==== DATA PROVIDED ====

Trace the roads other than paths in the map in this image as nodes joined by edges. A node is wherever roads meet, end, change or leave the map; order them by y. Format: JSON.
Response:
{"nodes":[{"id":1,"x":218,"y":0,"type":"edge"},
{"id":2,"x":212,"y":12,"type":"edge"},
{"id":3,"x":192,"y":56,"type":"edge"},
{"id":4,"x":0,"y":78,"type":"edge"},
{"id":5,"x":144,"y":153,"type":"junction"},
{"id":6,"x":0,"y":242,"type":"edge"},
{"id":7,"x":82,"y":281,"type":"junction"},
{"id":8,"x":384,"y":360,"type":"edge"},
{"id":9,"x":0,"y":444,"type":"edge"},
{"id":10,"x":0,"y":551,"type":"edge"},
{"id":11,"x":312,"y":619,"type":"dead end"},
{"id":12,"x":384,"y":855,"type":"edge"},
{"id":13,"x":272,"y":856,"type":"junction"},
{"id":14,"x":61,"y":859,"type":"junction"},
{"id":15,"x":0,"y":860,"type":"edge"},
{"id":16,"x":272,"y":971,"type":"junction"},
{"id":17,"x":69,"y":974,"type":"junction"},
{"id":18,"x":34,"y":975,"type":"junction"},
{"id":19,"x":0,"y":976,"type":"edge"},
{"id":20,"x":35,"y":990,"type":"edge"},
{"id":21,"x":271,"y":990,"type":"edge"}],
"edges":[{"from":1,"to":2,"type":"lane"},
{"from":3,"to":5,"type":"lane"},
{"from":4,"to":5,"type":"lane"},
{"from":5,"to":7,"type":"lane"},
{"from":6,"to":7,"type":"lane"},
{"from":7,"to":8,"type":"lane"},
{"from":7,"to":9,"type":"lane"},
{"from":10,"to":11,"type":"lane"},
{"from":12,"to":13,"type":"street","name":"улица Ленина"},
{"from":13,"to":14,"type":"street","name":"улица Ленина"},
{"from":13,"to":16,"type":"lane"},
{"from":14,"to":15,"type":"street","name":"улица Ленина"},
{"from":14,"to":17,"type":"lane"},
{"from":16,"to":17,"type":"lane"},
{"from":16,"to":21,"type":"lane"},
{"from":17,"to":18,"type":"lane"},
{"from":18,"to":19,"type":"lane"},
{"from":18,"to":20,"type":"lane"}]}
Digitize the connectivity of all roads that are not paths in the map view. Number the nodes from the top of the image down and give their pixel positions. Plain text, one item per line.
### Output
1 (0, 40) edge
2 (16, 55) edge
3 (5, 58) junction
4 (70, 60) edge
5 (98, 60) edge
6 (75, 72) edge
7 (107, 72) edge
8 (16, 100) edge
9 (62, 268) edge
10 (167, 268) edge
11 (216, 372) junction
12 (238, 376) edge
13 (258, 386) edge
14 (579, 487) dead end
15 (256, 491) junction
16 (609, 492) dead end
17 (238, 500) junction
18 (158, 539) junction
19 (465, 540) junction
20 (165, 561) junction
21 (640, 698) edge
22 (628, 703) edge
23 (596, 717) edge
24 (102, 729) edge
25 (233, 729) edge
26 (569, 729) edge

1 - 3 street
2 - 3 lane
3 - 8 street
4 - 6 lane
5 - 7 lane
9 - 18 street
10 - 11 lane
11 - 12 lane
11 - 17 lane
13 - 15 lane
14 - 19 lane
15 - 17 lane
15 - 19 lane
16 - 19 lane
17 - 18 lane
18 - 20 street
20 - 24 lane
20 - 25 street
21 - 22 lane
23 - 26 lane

====

Write out the material above exactly and in full.

- **THE COMPLETED TASK**:
Trace the roads other than paths in the map in this image as nodes joined by edges. A node is wherever roads meet, end, change or leave the map; order them by y. Format: JSON.
Response:
{"nodes":[{"id":1,"x":218,"y":0,"type":"edge"},
{"id":2,"x":212,"y":12,"type":"edge"},
{"id":3,"x":192,"y":56,"type":"edge"},
{"id":4,"x":0,"y":78,"type":"edge"},
{"id":5,"x":144,"y":153,"type":"junction"},
{"id":6,"x":0,"y":242,"type":"edge"},
{"id":7,"x":82,"y":281,"type":"junction"},
{"id":8,"x":384,"y":360,"type":"edge"},
{"id":9,"x":0,"y":444,"type":"edge"},
{"id":10,"x":0,"y":551,"type":"edge"},
{"id":11,"x":312,"y":619,"type":"dead end"},
{"id":12,"x":384,"y":855,"type":"edge"},
{"id":13,"x":272,"y":856,"type":"junction"},
{"id":14,"x":61,"y":859,"type":"junction"},
{"id":15,"x":0,"y":860,"type":"edge"},
{"id":16,"x":272,"y":971,"type":"junction"},
{"id":17,"x":69,"y":974,"type":"junction"},
{"id":18,"x":34,"y":975,"type":"junction"},
{"id":19,"x":0,"y":976,"type":"edge"},
{"id":20,"x":35,"y":990,"type":"edge"},
{"id":21,"x":271,"y":990,"type":"edge"}],
"edges":[{"from":1,"to":2,"type":"lane"},
{"from":3,"to":5,"type":"lane"},
{"from":4,"to":5,"type":"lane"},
{"from":5,"to":7,"type":"lane"},
{"from":6,"to":7,"type":"lane"},
{"from":7,"to":8,"type":"lane"},
{"from":7,"to":9,"type":"lane"},
{"from":10,"to":11,"type":"lane"},
{"from":12,"to":13,"type":"street","name":"улица Ленина"},
{"from":13,"to":14,"type":"street","name":"улица Ленина"},
{"from":13,"to":16,"type":"lane"},
{"from":14,"to":15,"type":"street","name":"улица Ленина"},
{"from":14,"to":17,"type":"lane"},
{"from":16,"to":17,"type":"lane"},
{"from":16,"to":21,"type":"lane"},
{"from":17,"to":18,"type":"lane"},
{"from":18,"to":19,"type":"lane"},
{"from":18,"to":20,"type":"lane"}]}
Digitize the connectivity of all roads that are not paths in the map view. Number the nodes from the top of the image down and give their pixel positions. Plain text, one item per line.
### Output
1 (0, 40) edge
2 (16, 55) edge
3 (5, 58) junction
4 (70, 60) edge
5 (98, 60) edge
6 (75, 72) edge
7 (107, 72) edge
8 (16, 100) edge
9 (62, 268) edge
10 (167, 268) edge
11 (216, 372) junction
12 (238, 376) edge
13 (258, 386) edge
14 (579, 487) dead end
15 (256, 491) junction
16 (609, 492) dead end
17 (238, 500) junction
18 (158, 539) junction
19 (465, 540) junction
20 (165, 561) junction
21 (640, 698) edge
22 (628, 703) edge
23 (596, 717) edge
24 (102, 729) edge
25 (233, 729) edge
26 (569, 729) edge

1 - 3 street
2 - 3 lane
3 - 8 street
4 - 6 lane
5 - 7 lane
9 - 18 street
10 - 11 lane
11 - 12 lane
11 - 17 lane
13 - 15 lane
14 - 19 lane
15 - 17 lane
15 - 19 lane
16 - 19 lane
17 - 18 lane
18 - 20 street
20 - 24 lane
20 - 25 street
21 - 22 lane
23 - 26 lane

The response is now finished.